The energy downturn in Alberta changed the nature of employment for much of the province's work force
Like many young people who initially go up to work the rigs, Jessa sought to make some money for her post secondary schooling, which she later attended.
“They called me petal. The guys in the camps, they wouldn’t say my name. They called me petal, like a flower petal.”
Jessa experienced sexism and harassment by her fellow workers and superiors that led her to leave the camp she was working in.
Queen's University Engineer - Pit Wall Designer
David, a Queen's University Engineer, seized the opportunity presented by his university to work at the rigs in a field of his interest. The money was definitely a factor, he says, and credits his superiors at the rigs as one of the reasons he decided to pursue a Master’s degree.

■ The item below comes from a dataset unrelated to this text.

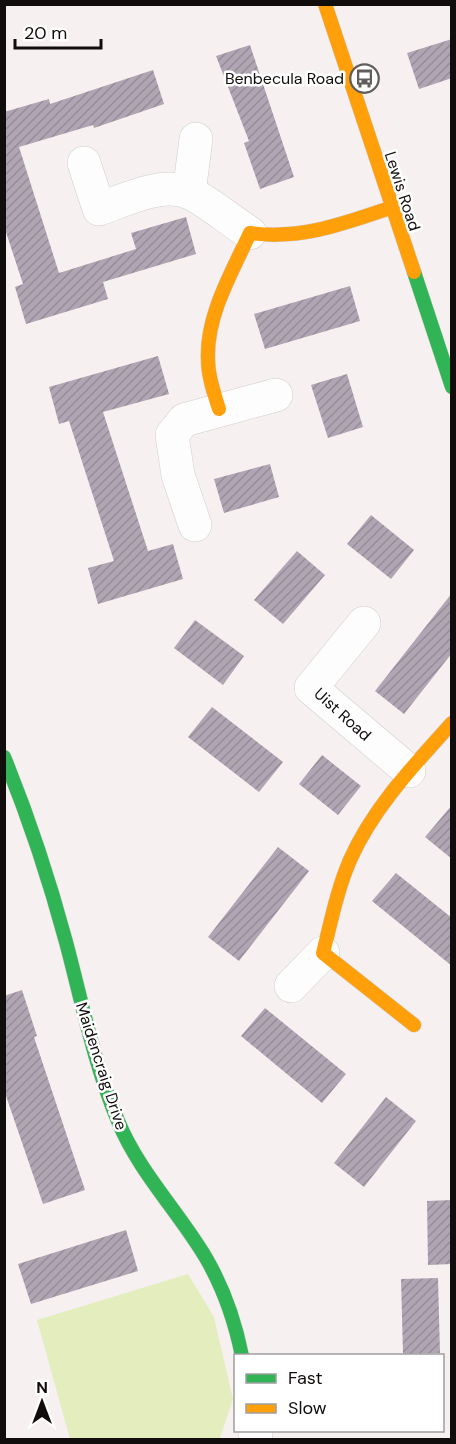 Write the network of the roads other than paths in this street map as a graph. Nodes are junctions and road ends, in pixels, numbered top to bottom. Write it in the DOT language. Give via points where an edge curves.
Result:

“They’re definitely part of the reason I got pushed into doing a masters. They really were encouraging that.”
It's common perception that people go up North to the oil patch to avoid getting an education, but that was not always the case.
President at Denarii Well Services
Mike is a respected figure in the local industry. “He’s a good guy”, a colleague reflected. The downturn affected him significantly as he was forced to lay off many of his workers who's families he knew personally.
“We’re looking for more professionals. We’re tying to make a better industry. [...] Now I look to see if they’re competent. If they’re trained.”
Mike is in the process of moving his business to another facility. There is only one machine left in the shop and his work clothes lay in a folded pile on the steps of the rig.
CEO Drever Agencies
Cliff Drever has worked in the industry all his life after inheriting his business from his father.
“The oil industry is famous for getting ahead of itself and I think our regulatory bodies need to do a better job.”
Drever hopes the downturn will serve as a wake-up call to better manage the industry.
Role: Rig Worker
Lowell is one individual who wasn't enticed by the money he was making in oil and gas. Having already earned a degree, Lowell worked hard to save money and then left the industry to further pursue his coaching career. He recently coached the Canadian biathlon cohort ath the World University Games.
“There was a lot of guys I’d work with that would barely make paying their bills but they’d have every toy there is to have. We live in a world where the oil industry can provide that.”